Among the entries that follow, count the lines with the word "column" and report the number by itself.

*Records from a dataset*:
----

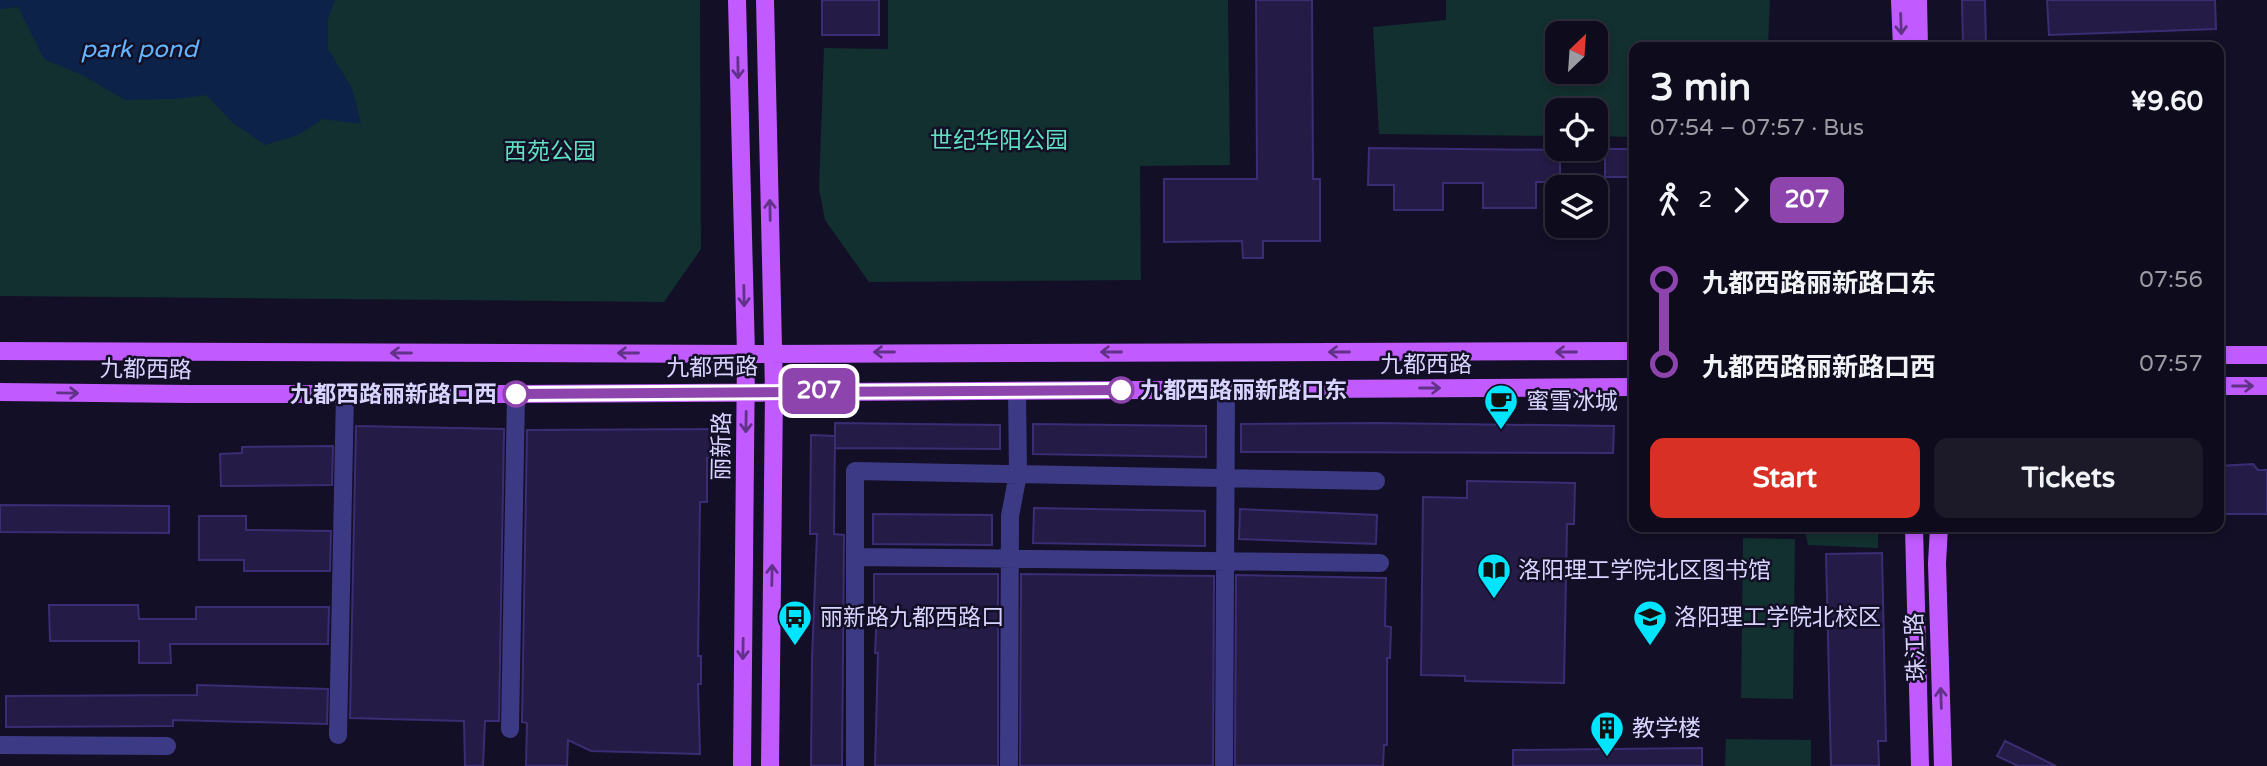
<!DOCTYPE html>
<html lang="en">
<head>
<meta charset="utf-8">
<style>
	:root { --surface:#0e0b1c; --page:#1c1929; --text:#f1f3f6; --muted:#9b9ba3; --line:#2e2b3b; --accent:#d93025 }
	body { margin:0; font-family:"Varela Round","Noto Sans SC",sans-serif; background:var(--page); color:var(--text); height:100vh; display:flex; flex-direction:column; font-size:26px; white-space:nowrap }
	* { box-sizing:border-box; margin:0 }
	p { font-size:23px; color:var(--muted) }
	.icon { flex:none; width:38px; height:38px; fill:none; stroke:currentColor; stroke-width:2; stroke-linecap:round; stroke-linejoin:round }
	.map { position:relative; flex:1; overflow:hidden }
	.drawer { position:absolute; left:1629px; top:42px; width:595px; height:490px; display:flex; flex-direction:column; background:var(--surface); border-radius:14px; box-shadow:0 4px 10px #0003,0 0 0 2px var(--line) }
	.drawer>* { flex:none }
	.badge { padding:0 14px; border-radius:10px; font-size:24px; line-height:46px }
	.needle { width:46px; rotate:25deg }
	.fabs { position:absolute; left:1545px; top:21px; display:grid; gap:14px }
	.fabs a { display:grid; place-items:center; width:63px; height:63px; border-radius:14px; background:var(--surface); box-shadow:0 4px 10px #0003,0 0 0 2px var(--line); font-size:35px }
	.map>.badge { position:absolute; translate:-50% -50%; box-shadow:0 0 0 4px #fff }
	.legs { display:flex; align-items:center; gap:10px; height:77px; padding:0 21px; font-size:23px }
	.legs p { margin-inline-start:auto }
	.headline { display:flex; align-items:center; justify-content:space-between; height:119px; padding:0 21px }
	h1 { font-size:38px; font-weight:800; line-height:52px }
	.action { display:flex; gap:14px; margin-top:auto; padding:14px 21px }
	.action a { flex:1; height:80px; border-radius:14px; background:var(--accent); color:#fff; font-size:28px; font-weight:800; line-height:80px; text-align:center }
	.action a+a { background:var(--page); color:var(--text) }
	ul { padding:0 21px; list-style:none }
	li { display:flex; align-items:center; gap:24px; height:84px; font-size:26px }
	li i { display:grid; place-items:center; width:10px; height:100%; margin:0 9px; background:currentColor }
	li i::after { content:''; width:18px; height:18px; margin:-9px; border:5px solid; border-radius:50%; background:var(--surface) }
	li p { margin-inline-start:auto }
	li:first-child i { background:linear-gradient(#0000 50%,currentColor 0) }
	li:last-child i { background:linear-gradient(currentColor 50%,#0000 0) }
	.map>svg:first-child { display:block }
	.green { fill:#12302f; fill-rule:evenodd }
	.water { fill:#0c2248 }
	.building { fill:#241b47; stroke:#3b2d73; stroke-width:2 }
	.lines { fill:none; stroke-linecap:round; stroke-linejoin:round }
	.minor { stroke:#3d3a85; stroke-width:18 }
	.major { stroke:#c25bff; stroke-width:18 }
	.oneway { stroke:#623188 }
	.line-1-casing { stroke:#fff; stroke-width:16 }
	.line-1 { stroke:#8e44ad; stroke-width:10 }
	.stop-1-dot { fill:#fff; stroke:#8e44ad; stroke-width:3.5 }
	.labels { text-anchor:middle; stroke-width:5; stroke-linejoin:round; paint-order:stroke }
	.park-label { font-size:23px; fill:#5fe0c0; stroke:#130f26 }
	.street-label { font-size:23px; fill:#d9d4ff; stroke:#130f26 }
	.stop-label { font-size:23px; font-weight:bold; fill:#d9d4ff; stroke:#130f26; text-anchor:start }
	.poi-label { font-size:23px; fill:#d9d4ff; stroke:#130f26; text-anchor:start }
	.water-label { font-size:24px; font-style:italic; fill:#62b6ff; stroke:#130f26 }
</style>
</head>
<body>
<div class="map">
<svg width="2267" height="766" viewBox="0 0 2267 766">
	<rect width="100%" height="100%" fill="#130f26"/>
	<path class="green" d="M0,0H700L701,249L664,302L0,296Z
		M888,0H1228L1230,165L1140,166L1141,280L869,282L825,220L819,189L824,48L888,49Z
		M1446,0H1770L1768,47H1634V137L1596,136V110H1558L1557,136L1379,134L1373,27L1446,20ZM1596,33V72H1558V33Z
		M1804,527H1878V548L1808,545Z
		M1743,538L1795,539L1793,699L1741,698Z
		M1726,739L1811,740V766H1725Z"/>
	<path class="water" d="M0,0H335L328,19V49L352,88L361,124L323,119L298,135L265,145L233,123L206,95L176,99L125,100L84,76L44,59L18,7L0,9Z"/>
	<path class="building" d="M822,0H879V35H822Z
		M1256,0H1312L1313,179H1320V241H1263V258H1243L1242,241L1164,242V179H1257Z
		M1962,0H1985L1986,47H1963Z
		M2047,0H2215L2216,29L2049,35Z
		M1369,148L1560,150V182H1536V208H1483V183H1443V210H1394V185H1368Z
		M1605,149H1634V177H1605Z
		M835,423L1000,425V449L835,448Z
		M1377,423L1614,426L1613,453L1241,452V424Z
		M1033,424L1206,426V457L1033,454Z
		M356,426L504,429L499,721H485L483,766H465L464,721L350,718Z
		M718,429V458H707V502H700L698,656H701V684H698L700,754L591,751L568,740L567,766H526L527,723L522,722L527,430Z
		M811,435L835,436L834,534L844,535L842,766H811L812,658L817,534H810Z
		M333,446L332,485L221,486L220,454L242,453V447Z
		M2253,464L2258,470H2267V514H2219V466Z
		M1467,481L1575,483L1574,524H1567L1564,683L1465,681V676L1421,675L1423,497L1467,498Z
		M0,505L169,506V533L0,532Z
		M1034,508L1205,511V546L1033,543Z
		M1240,509L1377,515L1376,544L1239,539Z
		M873,514L992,515V545L873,544Z
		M199,516H246V530L331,531L330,571H244V560H199Z
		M1882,553L1886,741H1878L1879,766H1831L1826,554Z
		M874,574H998V766H875L878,653H875L877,608H874Z
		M1021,574L1214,576L1213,766H1020Z
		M1236,575L1386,578L1385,626L1391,627L1390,658H1387V745H1384L1383,766H1235Z
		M49,605H138L139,619H196V607H329L328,644H170L171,663H139V641H50Z
		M197,685L328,689L327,724L173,720V726L6,727V696L197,695Z
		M2005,741L2056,766H2018L1997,756Z
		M1702,748V766H1513V750Z"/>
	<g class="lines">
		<path class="minor" d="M855,557L1380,563
			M510,729L516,394
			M338,735L345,394
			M0,745L167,746
			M855,766V471L1376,481
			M1009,766L1010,516L1018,474L1017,391
			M1224,766L1226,390"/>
		<path class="major" d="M737,0L746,354L742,766
			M765,0L774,391L770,766
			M1900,0L1902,47
			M1918,0L1919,47
			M0,351L746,354L1634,351
			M2219,355H2267
			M2219,386H2267
			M0,392L190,394H516L1634,387
			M1914,527L1920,766
			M1939,527L1937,563L1943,766"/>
	</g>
	<defs><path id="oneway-shaft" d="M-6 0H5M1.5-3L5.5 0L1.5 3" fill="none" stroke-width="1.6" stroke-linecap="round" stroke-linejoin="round" transform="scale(1.75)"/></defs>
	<g class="oneway">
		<use href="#oneway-shaft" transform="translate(1901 24) rotate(88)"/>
		<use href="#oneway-shaft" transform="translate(738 68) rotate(89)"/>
		<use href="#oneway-shaft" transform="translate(770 210) rotate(-91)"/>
		<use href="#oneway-shaft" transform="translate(744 296) rotate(89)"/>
		<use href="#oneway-shaft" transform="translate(884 352) rotate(180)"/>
		<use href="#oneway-shaft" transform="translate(1111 352) rotate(180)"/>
		<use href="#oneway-shaft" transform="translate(1339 352) rotate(180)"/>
		<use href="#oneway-shaft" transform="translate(1566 352) rotate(180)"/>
		<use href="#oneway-shaft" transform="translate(401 353) rotate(-180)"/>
		<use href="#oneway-shaft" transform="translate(628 353) rotate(-180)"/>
		<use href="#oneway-shaft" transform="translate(2243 386)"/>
		<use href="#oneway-shaft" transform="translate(1430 388)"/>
		<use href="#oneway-shaft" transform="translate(68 393) rotate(1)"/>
		<use href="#oneway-shaft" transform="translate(746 422) rotate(91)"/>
		<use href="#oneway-shaft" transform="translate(772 575) rotate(-89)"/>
		<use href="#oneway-shaft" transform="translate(743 649) rotate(91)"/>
		<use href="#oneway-shaft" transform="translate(1941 698) rotate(-92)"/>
	</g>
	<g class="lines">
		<g class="line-1-casing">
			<path id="line-1" d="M516,394L1121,390"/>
		</g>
		<use href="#line-1" class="line-1"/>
	</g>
	<defs>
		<g id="cafe-pin" transform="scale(1.75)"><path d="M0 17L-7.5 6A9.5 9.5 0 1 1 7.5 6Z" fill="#00e5ff" stroke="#130f26"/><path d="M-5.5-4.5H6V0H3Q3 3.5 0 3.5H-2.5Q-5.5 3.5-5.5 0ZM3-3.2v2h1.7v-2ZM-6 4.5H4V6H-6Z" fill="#111"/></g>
		<g id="library-pin" transform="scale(1.75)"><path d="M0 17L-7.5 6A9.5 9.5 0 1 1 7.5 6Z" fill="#00e5ff" stroke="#130f26"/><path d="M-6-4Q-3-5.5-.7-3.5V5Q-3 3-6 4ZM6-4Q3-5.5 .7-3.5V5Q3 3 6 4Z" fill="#111"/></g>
		<g id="bus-pin" transform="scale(1.75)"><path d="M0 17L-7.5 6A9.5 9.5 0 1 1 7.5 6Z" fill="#00e5ff" stroke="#130f26"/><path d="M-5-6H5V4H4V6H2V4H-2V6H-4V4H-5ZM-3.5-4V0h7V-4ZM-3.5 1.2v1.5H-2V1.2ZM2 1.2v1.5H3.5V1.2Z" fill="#111"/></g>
		<g id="university-pin" transform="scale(1.75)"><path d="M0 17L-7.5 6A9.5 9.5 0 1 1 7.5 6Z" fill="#00e5ff" stroke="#130f26"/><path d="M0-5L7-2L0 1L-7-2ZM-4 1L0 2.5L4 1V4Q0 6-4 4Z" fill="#111"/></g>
		<g id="building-pin" transform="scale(1.75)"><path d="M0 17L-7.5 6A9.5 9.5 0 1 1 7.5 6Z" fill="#00e5ff" stroke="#130f26"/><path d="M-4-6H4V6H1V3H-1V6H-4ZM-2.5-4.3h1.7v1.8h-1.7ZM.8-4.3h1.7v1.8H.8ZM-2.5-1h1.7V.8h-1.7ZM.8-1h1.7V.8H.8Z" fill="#111"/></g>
	</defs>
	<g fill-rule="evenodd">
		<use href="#cafe-pin" x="1501" y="401"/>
		<use href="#library-pin" x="1494" y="570"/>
		<use href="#bus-pin" x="795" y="617"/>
		<use href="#university-pin" x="1650" y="617"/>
		<use href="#building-pin" x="1607" y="728"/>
	</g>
	<g class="stop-1-dot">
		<circle cx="1121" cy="390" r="12"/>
		<circle cx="516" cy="394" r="12"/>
	</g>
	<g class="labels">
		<g class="park-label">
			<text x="999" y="148">世纪华阳公园</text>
			<text x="550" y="159">西苑公园</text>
		</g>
		<g class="street-label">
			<text x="1426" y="372">九都西路</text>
			<text transform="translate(712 367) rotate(-1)" y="8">九都西路</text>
			<text transform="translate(146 369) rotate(1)" y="8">九都西路</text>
			<text transform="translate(721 446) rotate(-89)" y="8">丽新路</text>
			<text transform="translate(1915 647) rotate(-92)" y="8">珠江路</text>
		</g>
		<g class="stop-label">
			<text x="1140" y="398">九都西路丽新路口东</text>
			<text x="497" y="402" text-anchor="end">九都西路丽新路口西</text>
		</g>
		<g class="poi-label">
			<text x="1526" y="409">蜜雪冰城</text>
			<text x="1518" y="578">洛阳理工学院北区图书馆</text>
			<text x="820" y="625">丽新路九都西路口</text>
			<text x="1674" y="625">洛阳理工学院北校区</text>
			<text x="1632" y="736">教学楼</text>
		</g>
		<g class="water-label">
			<text x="139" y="57">park pond</text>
		</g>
	</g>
</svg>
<div class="fabs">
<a><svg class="needle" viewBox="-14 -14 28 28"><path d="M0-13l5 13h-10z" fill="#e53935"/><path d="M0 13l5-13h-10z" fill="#9b9ba3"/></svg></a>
<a><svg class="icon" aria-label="locate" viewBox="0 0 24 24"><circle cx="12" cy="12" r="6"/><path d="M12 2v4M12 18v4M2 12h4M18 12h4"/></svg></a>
<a><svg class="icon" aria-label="layers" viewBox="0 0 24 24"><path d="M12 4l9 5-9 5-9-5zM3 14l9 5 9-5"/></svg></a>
</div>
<b class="badge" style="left:819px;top:391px;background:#8e44ad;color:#fff">207</b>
<section class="drawer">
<div class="headline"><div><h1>3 min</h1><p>07:54 – 07:57 · Bus</p></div><b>¥9.60</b></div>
<div class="legs"><svg class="icon" aria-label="walk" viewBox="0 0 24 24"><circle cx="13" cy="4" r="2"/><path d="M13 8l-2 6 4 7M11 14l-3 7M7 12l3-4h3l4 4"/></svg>2<svg class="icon" aria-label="forward" viewBox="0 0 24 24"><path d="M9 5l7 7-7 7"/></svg><b class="badge" style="background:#8e44ad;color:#fff">207</b></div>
<ul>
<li><i style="color:#8e44ad"></i><b>九都西路丽新路口东</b><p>07:56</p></li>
<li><i style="color:#8e44ad"></i><b>九都西路丽新路口西</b><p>07:57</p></li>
</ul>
<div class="action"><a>Start</a><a>Tickets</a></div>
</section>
</div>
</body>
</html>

----

*RESULT FOR THIS EXERCISE*: 2